Agents and gateways

Agents and gateway are distributed platform components that discover and monitor infrastructure resources. Agents monitor servers and applications, and gateways monitor non-server devices, such as network and storage devices.

An agent is an executable application that runs on managed resources within both on-premise and cloud infrastructures.

A gateway is a virtual appliance that provides secure communication, non-server resource monitoring, and limited data storage during connectivity failure.

Automation

You can use automation to act on resource faults, remediating issues in response to events, or performing routine maintenance tasks. There are two automation models:

Automate discrete tasksUse this model for a single task that needs to be executed on multiple servers.
Automate a sequence of tasksUse this model to execute a sequence of tasks across multiple resources. This model is called a process automation workflow.

Availability

An up/down state indicates resource availability for providing the prescribed service. Evaluating metrics or using a simple acknowledgment from a resource can be used to determine the up/down state of the resource.

Correlation

Alerts that can be inferred to be due to the same cause are grouped into similar types and two types of alert correlation are performed:

DeduplicationRepeated alerting occurs for an alert that is currently unresolved, such as network devices sending SNMP traps for as long as an issue persists. Repeated alerts are deduplicated.
InferencingDifferent alerts originating from different IT resources but it can infer the alerts are likely due to the same cause.

Dashboard

A dashboard is a collection of widgets that provide visualizations of collected metrics.
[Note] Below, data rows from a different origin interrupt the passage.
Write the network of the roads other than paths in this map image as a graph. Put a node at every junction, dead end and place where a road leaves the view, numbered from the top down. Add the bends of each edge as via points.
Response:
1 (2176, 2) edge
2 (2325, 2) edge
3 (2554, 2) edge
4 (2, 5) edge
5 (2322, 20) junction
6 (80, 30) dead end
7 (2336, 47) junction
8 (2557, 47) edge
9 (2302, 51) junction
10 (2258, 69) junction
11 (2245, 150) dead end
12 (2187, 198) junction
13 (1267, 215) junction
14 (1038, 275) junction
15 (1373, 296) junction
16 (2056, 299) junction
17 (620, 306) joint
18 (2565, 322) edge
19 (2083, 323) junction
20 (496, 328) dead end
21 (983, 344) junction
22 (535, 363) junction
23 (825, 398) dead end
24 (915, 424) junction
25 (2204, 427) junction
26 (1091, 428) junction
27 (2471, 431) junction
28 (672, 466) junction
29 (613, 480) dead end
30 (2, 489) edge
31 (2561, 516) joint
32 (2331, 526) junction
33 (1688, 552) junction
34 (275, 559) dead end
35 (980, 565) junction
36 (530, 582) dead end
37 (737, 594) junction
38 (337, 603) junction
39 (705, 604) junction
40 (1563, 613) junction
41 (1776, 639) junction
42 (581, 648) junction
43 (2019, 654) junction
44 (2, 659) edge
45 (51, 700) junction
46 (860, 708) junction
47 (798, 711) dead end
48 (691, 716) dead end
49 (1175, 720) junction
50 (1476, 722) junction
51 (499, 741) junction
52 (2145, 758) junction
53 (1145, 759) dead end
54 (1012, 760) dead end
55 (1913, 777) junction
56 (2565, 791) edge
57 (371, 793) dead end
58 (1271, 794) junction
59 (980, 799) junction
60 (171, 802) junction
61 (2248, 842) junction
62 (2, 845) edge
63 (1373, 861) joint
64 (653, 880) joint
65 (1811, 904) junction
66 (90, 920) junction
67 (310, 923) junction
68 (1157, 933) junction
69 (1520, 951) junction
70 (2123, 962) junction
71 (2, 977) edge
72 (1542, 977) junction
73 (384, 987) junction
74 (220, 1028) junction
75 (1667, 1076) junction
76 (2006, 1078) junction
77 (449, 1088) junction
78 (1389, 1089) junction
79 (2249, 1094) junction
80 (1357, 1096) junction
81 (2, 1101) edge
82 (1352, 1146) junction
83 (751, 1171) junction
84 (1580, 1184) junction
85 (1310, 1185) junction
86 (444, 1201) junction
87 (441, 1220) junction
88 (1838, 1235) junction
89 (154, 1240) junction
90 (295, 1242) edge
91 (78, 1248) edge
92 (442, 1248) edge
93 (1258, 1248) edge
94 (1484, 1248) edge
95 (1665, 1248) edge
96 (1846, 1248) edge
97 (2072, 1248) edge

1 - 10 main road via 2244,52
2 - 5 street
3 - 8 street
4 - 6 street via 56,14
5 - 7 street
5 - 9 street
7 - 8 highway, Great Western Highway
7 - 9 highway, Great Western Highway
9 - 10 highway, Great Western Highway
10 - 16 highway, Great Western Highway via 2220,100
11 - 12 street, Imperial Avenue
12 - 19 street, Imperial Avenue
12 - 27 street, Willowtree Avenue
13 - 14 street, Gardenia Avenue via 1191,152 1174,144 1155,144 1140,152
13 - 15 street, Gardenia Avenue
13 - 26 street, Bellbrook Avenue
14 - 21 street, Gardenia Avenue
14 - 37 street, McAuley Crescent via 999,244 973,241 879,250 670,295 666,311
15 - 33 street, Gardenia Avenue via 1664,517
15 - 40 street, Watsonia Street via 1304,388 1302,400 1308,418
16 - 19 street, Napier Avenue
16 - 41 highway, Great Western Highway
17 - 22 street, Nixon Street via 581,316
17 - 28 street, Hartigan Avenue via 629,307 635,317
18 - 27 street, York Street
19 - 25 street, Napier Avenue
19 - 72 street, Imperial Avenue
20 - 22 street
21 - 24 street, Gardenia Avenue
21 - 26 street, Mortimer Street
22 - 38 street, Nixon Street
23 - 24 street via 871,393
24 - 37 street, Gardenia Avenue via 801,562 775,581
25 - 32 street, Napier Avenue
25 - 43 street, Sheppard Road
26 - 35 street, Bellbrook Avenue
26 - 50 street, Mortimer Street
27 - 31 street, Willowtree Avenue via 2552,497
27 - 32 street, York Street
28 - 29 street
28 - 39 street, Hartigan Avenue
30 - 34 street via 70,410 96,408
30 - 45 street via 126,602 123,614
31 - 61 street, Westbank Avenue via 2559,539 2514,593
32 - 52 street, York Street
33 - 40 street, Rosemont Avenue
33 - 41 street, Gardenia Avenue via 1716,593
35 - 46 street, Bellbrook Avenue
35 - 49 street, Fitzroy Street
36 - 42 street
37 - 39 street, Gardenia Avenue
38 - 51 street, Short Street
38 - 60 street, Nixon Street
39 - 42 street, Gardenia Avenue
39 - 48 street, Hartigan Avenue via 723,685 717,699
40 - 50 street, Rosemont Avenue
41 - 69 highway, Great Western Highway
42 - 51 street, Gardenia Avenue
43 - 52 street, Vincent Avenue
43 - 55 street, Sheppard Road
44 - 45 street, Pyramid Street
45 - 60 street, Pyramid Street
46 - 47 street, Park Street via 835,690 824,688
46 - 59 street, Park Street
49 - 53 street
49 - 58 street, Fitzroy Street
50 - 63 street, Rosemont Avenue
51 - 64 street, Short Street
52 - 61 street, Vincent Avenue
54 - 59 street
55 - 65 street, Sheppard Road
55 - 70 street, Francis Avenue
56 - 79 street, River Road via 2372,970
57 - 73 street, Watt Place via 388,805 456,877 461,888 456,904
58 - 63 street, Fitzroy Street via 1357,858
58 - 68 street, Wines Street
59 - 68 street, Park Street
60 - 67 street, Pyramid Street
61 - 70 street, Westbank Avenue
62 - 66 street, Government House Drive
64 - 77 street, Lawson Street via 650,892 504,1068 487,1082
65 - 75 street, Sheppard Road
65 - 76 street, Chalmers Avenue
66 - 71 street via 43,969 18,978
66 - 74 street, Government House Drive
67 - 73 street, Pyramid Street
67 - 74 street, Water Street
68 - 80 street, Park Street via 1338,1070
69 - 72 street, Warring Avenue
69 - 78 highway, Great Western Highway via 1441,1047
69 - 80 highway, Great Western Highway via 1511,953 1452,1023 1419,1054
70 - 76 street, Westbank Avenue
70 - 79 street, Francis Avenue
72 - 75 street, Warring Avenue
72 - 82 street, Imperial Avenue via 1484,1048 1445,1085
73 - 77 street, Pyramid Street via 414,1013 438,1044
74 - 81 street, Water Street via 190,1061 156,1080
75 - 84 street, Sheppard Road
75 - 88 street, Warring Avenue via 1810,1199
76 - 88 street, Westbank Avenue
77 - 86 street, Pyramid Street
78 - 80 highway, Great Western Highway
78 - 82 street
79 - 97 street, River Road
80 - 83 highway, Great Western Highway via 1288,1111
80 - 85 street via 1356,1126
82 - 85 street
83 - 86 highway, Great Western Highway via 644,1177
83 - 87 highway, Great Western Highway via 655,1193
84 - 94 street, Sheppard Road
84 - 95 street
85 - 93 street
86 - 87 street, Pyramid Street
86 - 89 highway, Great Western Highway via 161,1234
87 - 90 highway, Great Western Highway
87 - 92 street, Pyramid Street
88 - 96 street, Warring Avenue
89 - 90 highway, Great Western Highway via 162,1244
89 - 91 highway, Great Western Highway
Partner-scoped dashboards are visible only to users defined for the partner. Client-scoped dashboards are only visible to users who are client members.

Discovery

Discovery is the process of finding resources deployed in the enterprise. Resources need to be discovered before they can be monitored and metrics collected. When discovering resources, a model that includes all resources is dynamically built and is used to interpret and present the state of the environment.

Event management

Events are activities of operational significance that occur on a monitored resource. Examples of events include:

  • Hardware failures
  • Server CPU utilization thresholds exceeded
  • Application failures
  • Configuration change

The following mechanisms are used to detect events:

  • Native instrumentation
  • Self-diagnostics
  • Third-party reporting by integrated third-party monitors

The goal of event management is to minimize the time spent responding to an event. The following event management lifecycle standardizes and automates the efficient handling of events:

  1. Ingestion
  2. Interpretation
  3. Correlation
  4. First Response
  5. Escalation

First response

The initial alert response can be governed by:

  • Inferred seasonal patterns, so the alert might be suppressed if it remains open past a historical norm.
  • Learning algorithms, which can be trained to suppress alerts that match specific patterns.

Metric threshold

Metrics can be evaluated against threshold limits. Two types of thresholds are supported. A static threshold is a fixed value that represents a fault condition when exceeded. A change-based threshold is a computed value that measures unexpected changes in the threshold value. Change-based thresholds are more applicable to metrics where a static value is difficult to determine.

Monitoring

The goal of monitoring is to assess the availability and performance of managed resources. This is done by collecting, storing, and evaluating resource metrics.

Performance

Resource performance is the measure of whether the resource is operating within user-defined limits. Fault conditions such as exceeding predefined thresholds can indicate performance issues.

Service maps

Service maps organize resources into a hierarchical structure. This makes it possible to associate resource health with the level of user and business impact.

Tenancy

Tenancy divides the enterprise into independent management domains, called tenants, where each tenant is a logical container of managed resources. Dashboards, management policies, and integrations are scoped to a tenant.

The tenancy model defines two core constructs:

  • A partner is a master tenant and is associated with your account.
  • A client is a partner sub-tenant. Different management policies can be applied to different clients.

Partners and clients can each have separate sets of user accounts and a user account can be part of one and only partner or client tenant.

User privileges within a tenant can be specified using the following RBAC criteria:

UserAn account within a tenant.
User GroupA group of users.
PermissionAuthorization controls limiting user access and activities.
RoleAn association of a user or user group with permissions against managed resources. A user or user group can be permitted specific actions on specific resources.

Topology maps

A topology map is built from relationships determined during discovery. Each node in a topology map represents a managed resource and an edge between nodes represents the type of connection between those resources. With a topology map, you can visualize and explore your infrastructure, drilling down to an increasingly greater level of detail. Topology maps can also be used to model the impact of planned changes.